Is your crawler interacting with third-party systems? Then the infrastructure must be fault-tolerant to a variety of nuances with each individual datasource. When we built ours, we had to consider: 

  • How can we define a transient error uniformly within the system in the context of each datasource? 
  • How do we ensure that we retry appropriately, whether the API or the system hits these transient errors? 
  • When retries occur, how do we know what’s already performed and only perform what needs to be re-run?

We concluded that we needed a system that allows us to easily define a single unit of retryable execution, along with all the associated steps from start to completion.

For example, for each API invocation, we need to track:

At each step, the system needs to be able to signal how to handle errors. If step 3 succeeds but step 4 fails, it must persist this partial-completion somehow and ensure only step 4 is retried. That implies step 4 must be defined as a separate unit of retryable execution somewhere within the system. Without these precautions, results would be missing content – and partial-completion might be handled improperly. For example, if we have all the document data but are missing some of its permissions, we should not surface it in the results.

We also have different types of work (like incremental updates, full crawls, and handling webhooks) that help prevent staleness in our results. Not all datasources can provide full fidelity in all work modes, so it’s important to utilize multiple disparate types to get a complete picture. A full crawl or webhook can identify deleted documents – an incremental crawl cannot. 

Prioritizing these types of work against a single API quota is also essential to avoid rate-limit overloading the datasource’s system. Your system should be capable of assigning weights between these workloads and enforcing quota limits before each unit of work begins executing. If it does hit errors, it should signal to the enforcement layer to be stricter in constraining all the workloads in addition to common retry mechanisms for that particular unit of execution (e.g. exponential backoff). 

It’s also essential that your system is flexible enough to handle different API rate limit policies, as they vary for each application. Rate limits can be dynamically determined by the server, can be global for the entire tenant, different for each API, limited on a per-user basis, vary by time of day/week, or any combination thereof. If your system is incapable of handling a variety of policies, you’ll constantly get alerted about crawl errors. Some datasources even penalize you for going over – so you’ll end up slowing down significantly for even the most minor infractions. Worst case, the datasource will just block your crawl entirely. 

Flexible and resilient crawlers that are capable of accommodating these diverse requirements form the foundations of a streamlined, fault-free experience that users can depend on. 

Preventing staleness

It’s also important to ensure that no stale data is left around in the system. If the system receives limited updates on what content is deleted, how do we guarantee that all stored data is fresh? It’s more challenging than it seems. 

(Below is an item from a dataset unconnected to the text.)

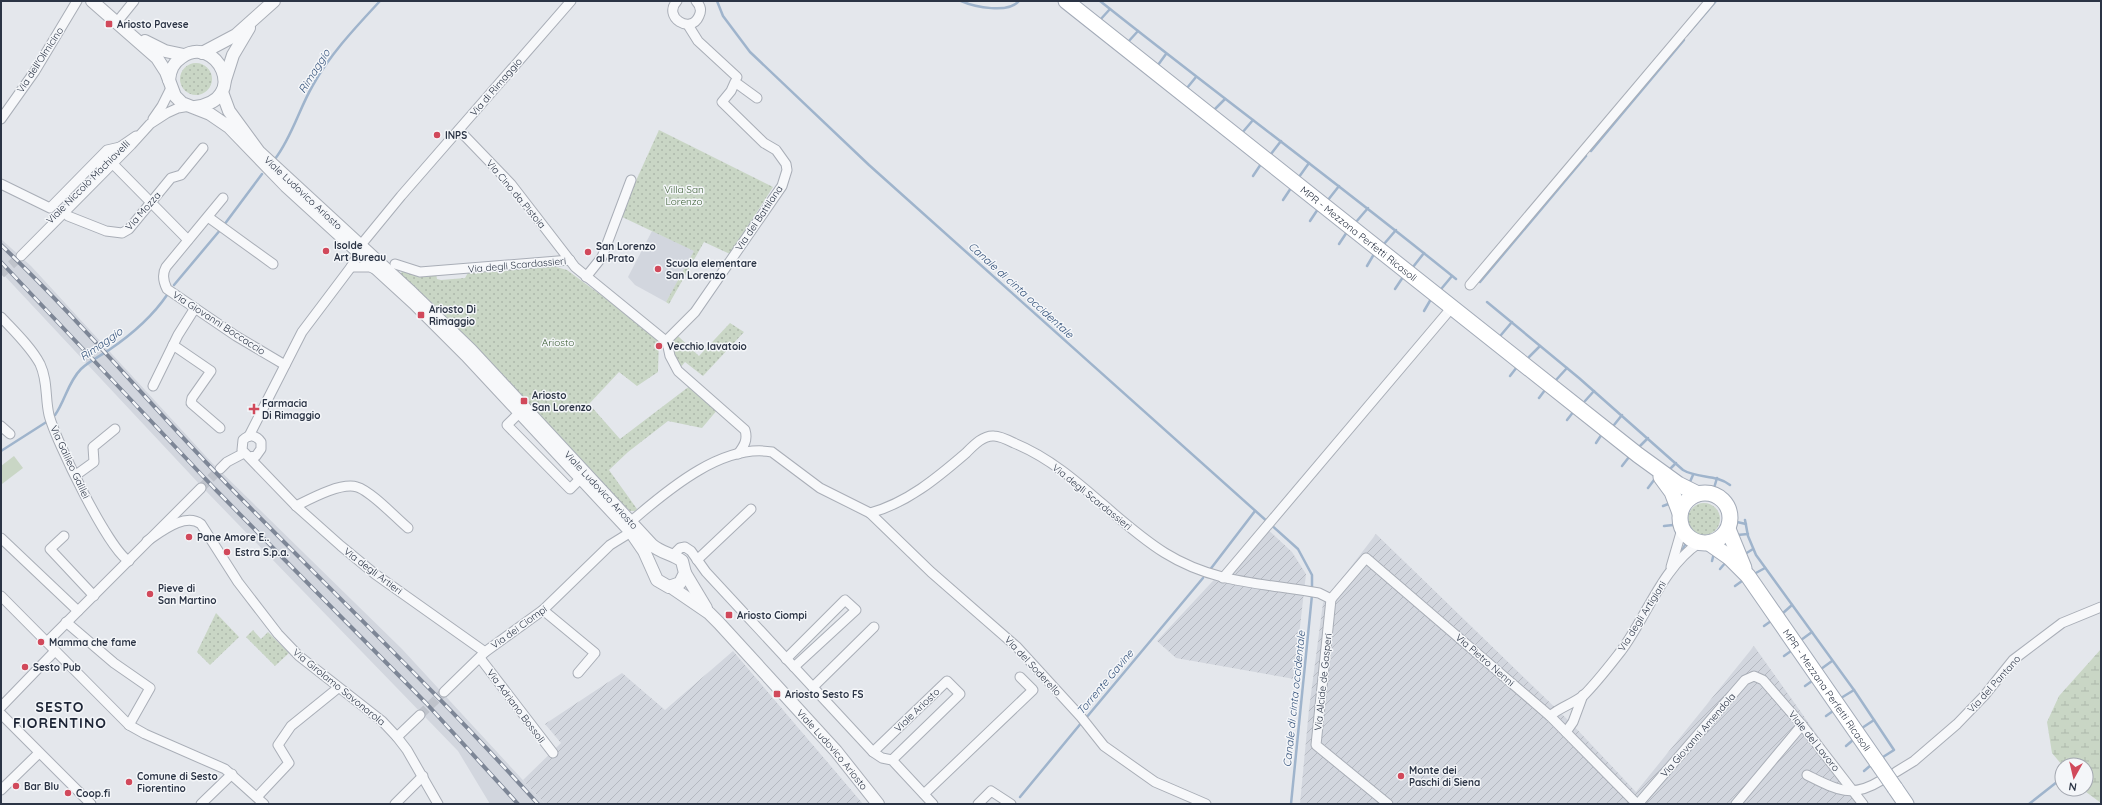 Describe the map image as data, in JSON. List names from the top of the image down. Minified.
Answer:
{"streets":{"main road":["MPR - Mezzana Perfetti Ricasoli"],"street":["Via dell'Olmicino","Via di Rimaggio","Viale Niccolò Machiavelli","Viale Ludovico Ariosto","Via Cino da Pistoia","Via Mozza","Via dei Battilana","Via degli Scardassieri","Via Giovanni Boccaccio","Via Galileo Galilei","Via degli Artieri","Via degli Artigiani","Via dei Ciompi","Via Pietro Nenni","Via del Soderello","Via Alcide de Gasperi","Via del Pantano","Via Girolamo Savonarola","Via Adriano Bossoli","Viale Ariosto","Via Giovanni Amendola","Viale del Lavoro"]},"crossings":[["Via di Rimaggio","Viale Ludovico Ariosto"],["Via di Rimaggio","Via Cino da Pistoia"],["Via di Rimaggio","Via Giovanni Boccaccio"],["Via di Rimaggio","Via degli Artieri"],["Viale Ludovico Ariosto","Via dei Ciompi"],["Via Cino da Pistoia","Via degli Scardassieri"],["Via dei Battilana","Via degli Scardassieri"],["MPR - Mezzana Perfetti Ricasoli","Via degli Artigiani"],["Via degli Scardassieri","Via Pietro Nenni"],["Via degli Scardassieri","Via del Soderello"],["Via degli Scardassieri","Via Alcide de Gasperi"],["Via degli Artieri","Via dei Ciompi"],["Via degli Artieri","Via Adriano Bossoli"],["Via degli Artigiani","Via Pietro Nenni"],["Via dei Ciompi","Via Adriano Bossoli"],["Via Pietro Nenni","Via Alcide de Gasperi"],["Via Pietro Nenni","Via Giovanni Amendola"],["Via Giovanni Amendola","Viale del Lavoro"]],"districts":["SESTO FIORENTINO"],"water":["Rimaggio","Canale di cinta occidentale","Torrente Gavine"],"parks":["Villa San Lorenzo","Ariosto"],"places":{"transit":["Ariosto Pavese","Ariosto Di Rimaggio","Ariosto San Lorenzo","Ariosto Ciompi","Ariosto Sesto FS"],"other":["INPS","Isolde Art Bureau","San Lorenzo al Prato","Scuola elementare San Lorenzo","Vecchio lavatoio","Pane Amore E..","Estra S.p.a.","Pieve di San Martino","Mamma che fame","Sesto Pub","Monte dei Paschi di Siena","Comune di Sesto Fiorentino","Bar Blu","Coop.fi"],"health":["Farmacia Di Rimaggio"]},"north":"bottom"}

It’s incredibly difficult for any system to immediately know when content gets deleted, but it’s essential to ensuring data security and information relevance. Some data sources surface deleted documents in API calls or send webhook events upon deletion, but this doesn't always give 100% coverage. 

  • Webhook events and API endpoints can be unreliable – often sent ‘best-effort’, and usually not retried or retrieved if something goes wrong on their side or ours. This might result in stale documentation surfacing – potentially catastrophic! Deleted a sensitive document that should never have been uploaded, or was accidentally overshared? It may continue being served to everyone. Added an important new document employees need to view today? It might not surface for hours, or even days.
  • Managing crawler race conditions and trying to model what's happening on the datasource from bits of information is tricky. Say for example a user deletes a document by accident, hastily restoring it from the trash. However, the information received from the crawl can get jumbled, or processed out of order. Is the document in the trash? Is it not? These complications risk platforms delivering stale and outdated answers – resulting in a system that workers hesitate to trust. 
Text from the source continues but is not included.